17 de dezembro de 2018

sexta-feira, 7 de dezembro de 2018

Sextou na marginal Tietê

Sextou! São quase dez da manhã de uma sexta-feira banal nestes Tristes Trópicos. Diferentemente dos últimos dias, o clima está ameno e o céu, nublado. À pé, atravesso a ponte Cruzeiro do Sul. Da marginal Tietê sobe o ruído do trânsito carregado. Da ponte, vislumbro a São Paulo das escolhas erradas: a retificação do rio de Ulhoa Cintra - e a própria negação de possível função paisagística (ou mesmo de transporte, que não de esgoto) do rio, dando um respiro ao cinza urbano -, a marginal de Prestes Maia, o metrô de Faria Lima que corre ao meu lado - cujo projeto do consórcio alemão descartou estruturas e espaços prontos ou reservados para o modal (como o que depois viria a ser a terceira pista de Serra, outra escolha errada para éssepê), em favor de uma rede de custos elevadíssimos. Na beira do rio, junto a uma saída de águas pluviais (quero crer), observo entre as tremulantes bandeiras do Brasil fixadas na ponte, um homem. Ele está terminando de lavar roupa. Está na última peça, que estende ao lado das demais, no concreto. Mais de uma dezena de pombas o rodeiam, acompanham sua lida. Ao terminar de estender, ele pára e fica olhando para algo que não percebo - outra bandeira atrapalha minha visão. Ou talvez olhe para o nada, para a São Paulo das escolhas erradas, para o Brasil de patriotas canalhas, que amam os "USA" e odeiam o brasileiro. A previsão é de chuva a partir do meio dia - temo que não dê tempo de sua roupa secar -, o trânsito segue pesado.

07 de novembro de 2018


sexta-feira, 30 de novembro de 2018

Zerovinteum vinte anos depois

A última (e primeira) vez que estive no Rio de Janeiro foi há vinte anos. Era o ponto final de uma excursão de vinte dias, que saiu de Pato Branco, parou em algumas cidades mineiras, atracou em Porto Seguro (onde ninguém fumou maconha nem perdeu a virgindade, e apenas dois exageraram na bebida, mas sem excesso - tínhamos entre 15 e 17 anos, acompanhados de três professores da escola, não muito mais maduros que os alunos, apenas maiores de idade), e na volta parou no Rio, antes de retornar para Pato Branco (eu ficaria no meio do caminho, em Ponta Grossa, para visitar meu avô, ocasião em que comprei um tênis que me acompanhou até o mestrado).
Não sei dizer onde ficamos aqui no Rio.
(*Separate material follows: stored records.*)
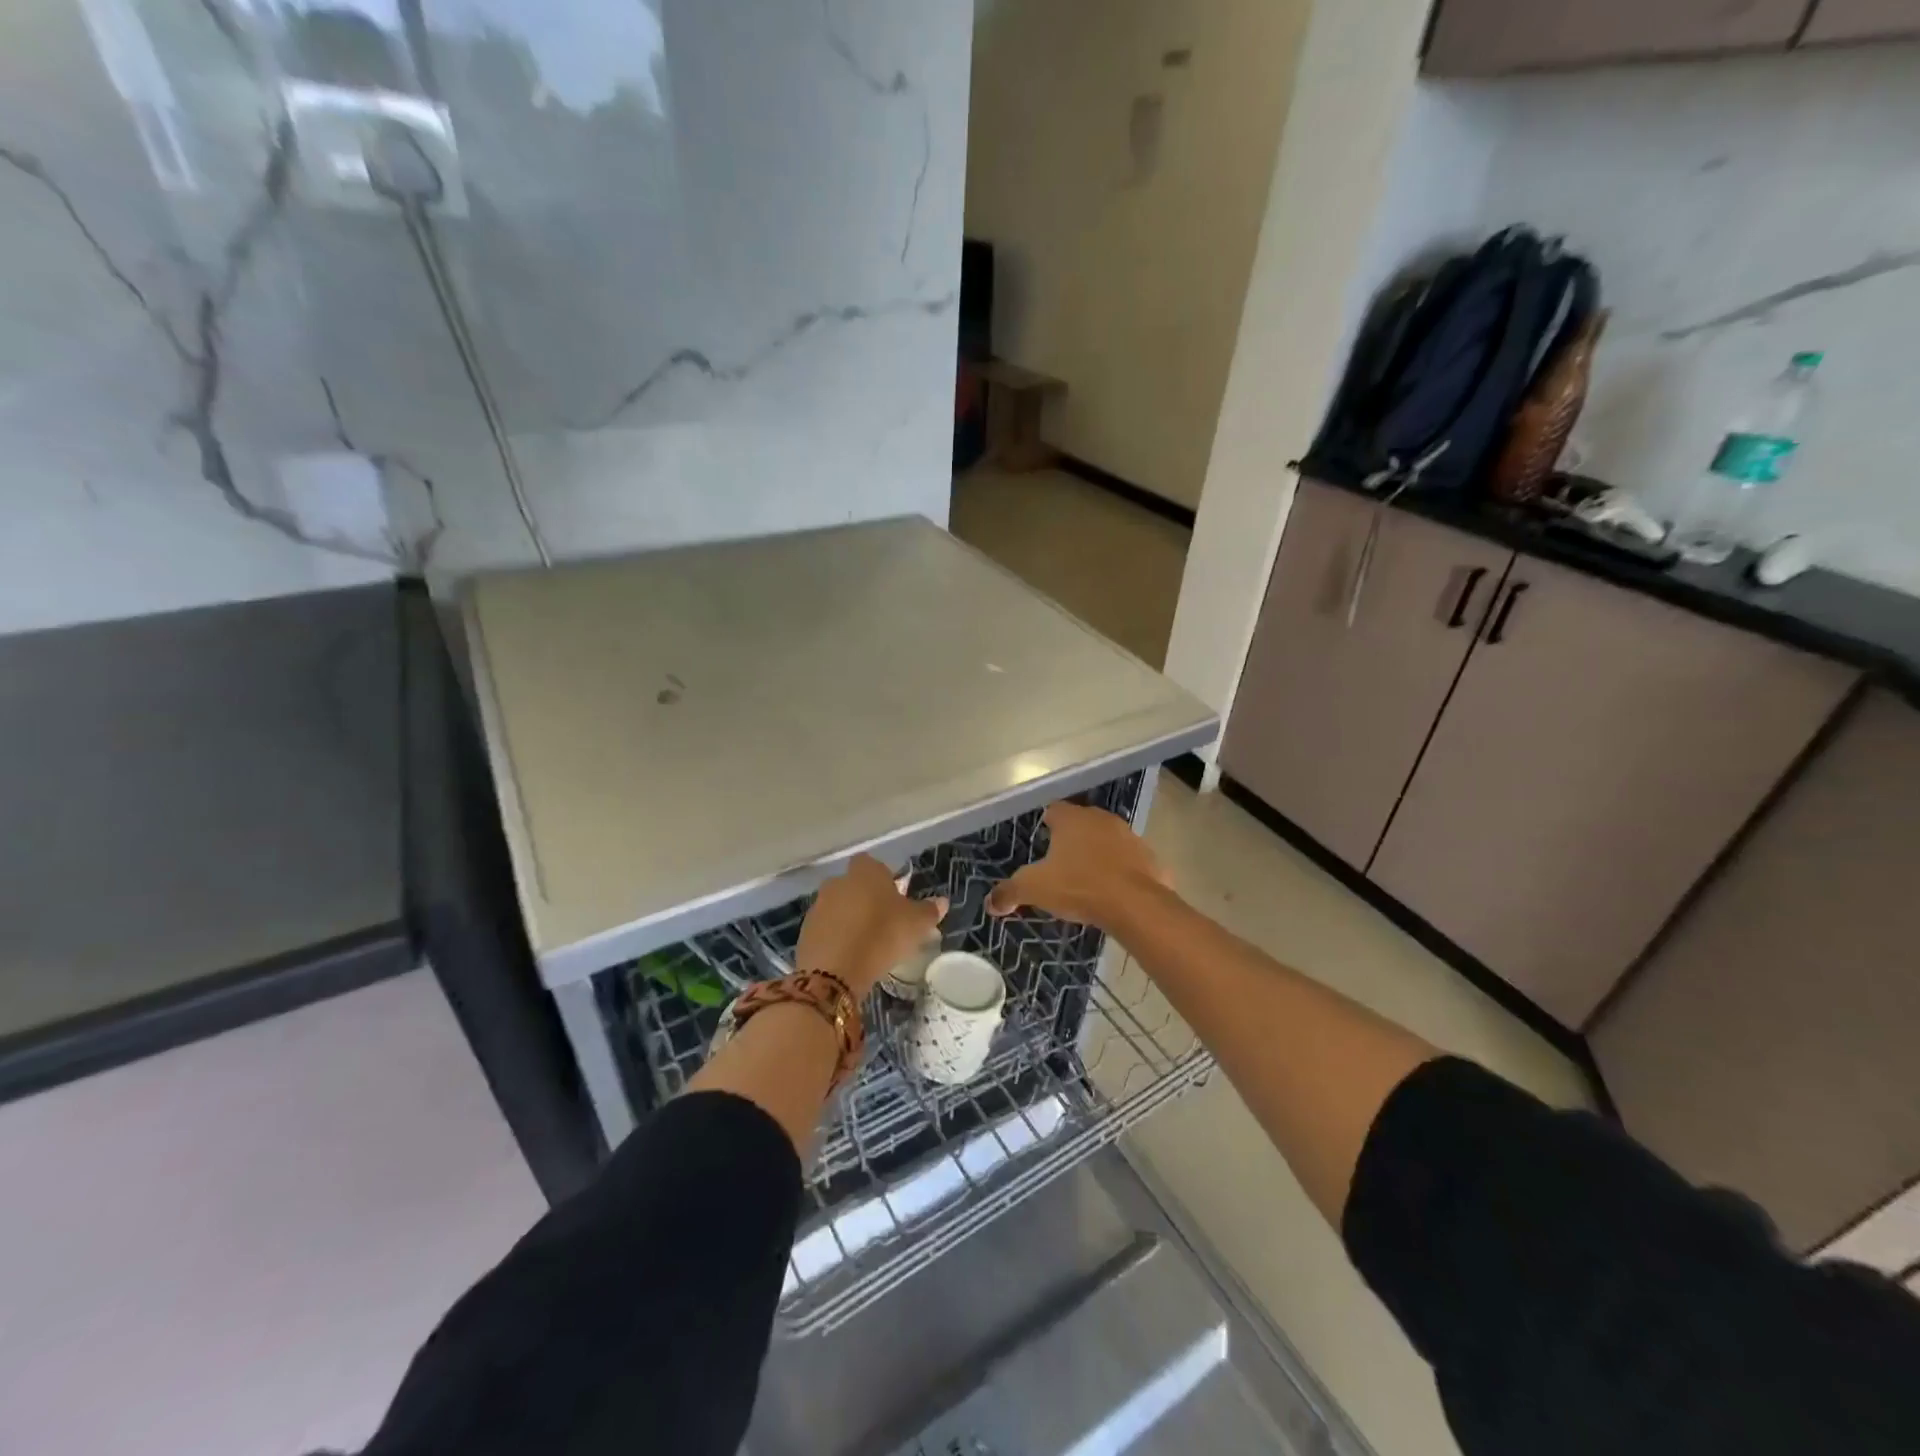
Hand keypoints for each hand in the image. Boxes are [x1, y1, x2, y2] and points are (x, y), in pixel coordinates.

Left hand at [796, 855, 946, 997]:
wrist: (835, 971)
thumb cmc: (881, 936)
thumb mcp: (916, 924)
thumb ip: (929, 910)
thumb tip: (942, 901)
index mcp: (865, 871)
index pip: (872, 864)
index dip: (883, 879)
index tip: (894, 898)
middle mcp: (838, 881)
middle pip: (854, 885)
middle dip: (865, 899)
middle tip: (883, 923)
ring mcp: (818, 906)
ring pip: (838, 907)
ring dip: (849, 919)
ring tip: (866, 943)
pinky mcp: (805, 931)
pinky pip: (826, 929)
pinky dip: (836, 938)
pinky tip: (848, 956)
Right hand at [985, 802, 1170, 929]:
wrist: (1134, 904)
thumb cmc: (1079, 886)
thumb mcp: (1035, 889)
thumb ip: (1010, 892)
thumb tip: (990, 903)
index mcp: (1072, 818)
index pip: (1054, 810)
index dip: (1046, 824)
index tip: (1041, 840)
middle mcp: (1101, 819)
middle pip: (1082, 823)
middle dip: (1072, 839)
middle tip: (1060, 862)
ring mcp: (1129, 837)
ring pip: (1108, 840)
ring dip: (1098, 854)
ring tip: (1086, 878)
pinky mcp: (1150, 858)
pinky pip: (1130, 862)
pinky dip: (1121, 872)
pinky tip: (1113, 891)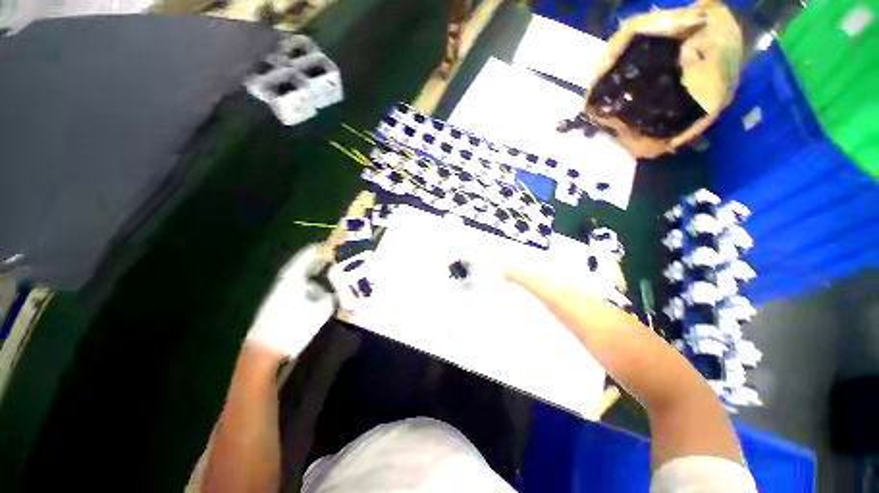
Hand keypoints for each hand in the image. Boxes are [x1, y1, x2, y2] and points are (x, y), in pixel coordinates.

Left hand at [245, 244, 335, 360]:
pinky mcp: (280, 300)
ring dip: (317, 272)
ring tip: (332, 274)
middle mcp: (286, 279)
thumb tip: (332, 290)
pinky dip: (311, 283)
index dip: (323, 248)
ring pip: (303, 274)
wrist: (264, 349)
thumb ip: (330, 295)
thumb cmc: (293, 326)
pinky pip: (300, 285)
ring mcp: (281, 289)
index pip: (309, 253)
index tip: (338, 246)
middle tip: (339, 258)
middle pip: (305, 262)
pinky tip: (320, 291)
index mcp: (293, 276)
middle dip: (322, 259)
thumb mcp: (321, 310)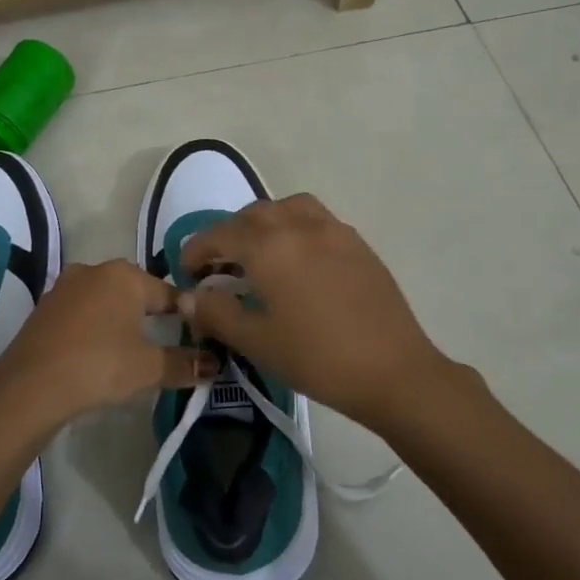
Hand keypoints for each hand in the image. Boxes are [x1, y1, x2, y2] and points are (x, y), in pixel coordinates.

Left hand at [0, 260, 214, 427]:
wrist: (30, 386)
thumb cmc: (99, 366)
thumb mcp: (148, 368)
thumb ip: (184, 363)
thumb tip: (214, 364)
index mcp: (125, 275)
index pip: (168, 292)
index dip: (186, 315)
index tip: (198, 335)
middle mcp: (94, 270)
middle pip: (135, 291)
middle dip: (150, 314)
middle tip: (164, 344)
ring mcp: (64, 287)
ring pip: (105, 300)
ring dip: (119, 320)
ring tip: (131, 350)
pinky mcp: (44, 308)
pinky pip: (81, 313)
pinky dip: (94, 328)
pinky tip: (97, 352)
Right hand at [177, 193, 456, 431]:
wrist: (394, 371)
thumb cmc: (317, 358)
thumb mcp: (257, 341)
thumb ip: (216, 313)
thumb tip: (188, 297)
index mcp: (269, 247)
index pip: (219, 235)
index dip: (196, 251)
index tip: (186, 273)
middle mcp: (299, 226)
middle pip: (252, 215)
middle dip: (227, 235)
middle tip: (218, 266)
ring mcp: (333, 230)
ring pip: (287, 208)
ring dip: (263, 223)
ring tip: (258, 253)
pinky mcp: (357, 243)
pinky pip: (315, 219)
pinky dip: (293, 227)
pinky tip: (296, 261)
Talvez Copacabana. Era perto da praia, creio, mas eu não fui - preferi ficar dormindo até mais tarde, estava cansado. Como também não fui ver a final do carioca (aí por besteira, mesmo), Botafogo e Vasco, no Maracanã antigo, com vitória do Botafogo (que, admito, tem um dos distintivos mais bonitos do mundo, se não O mais bonito, um Malevich suprematista com uma leve firula na borda, que não enfraquece a potência da estrela solitária). Lembro da visita ao Jardim Botânico. Sei que fomos no Cristo Redentor (mas desse passeio só lembro do taxista babando ovo pro Roberto Marinho, que tinha feito a rede de água e esgoto da comunidade acima da mansão dele - e que ele tinha um Volvo ou Jaguar de buzina poderosa, dizia o taxista). Visitamos o finado Museu Nacional, um museu triste, mal conservado, com infiltrações, inclusive na sala com as múmias (em nada parecia com as imagens que vi do museu que ardeu sob o desdém do golpe das elites). Fomos também até Petrópolis, onde dois PMs vieram tirar satisfação comigo, por eu estar com uma camiseta do Bob Marley (que por sinal ainda uso, mas mais para ficar em casa, até por conta de ser não muito discreta). Era a época em que haviam prendido Marcelo D2 e o Planet Hemp, por apologia às drogas (e eu até escutava Planet Hemp, mas gostava das músicas mais políticas, e não as apologéticas).
Isso foi há vinte anos. Hoje tenho outros olhos, outras leituras.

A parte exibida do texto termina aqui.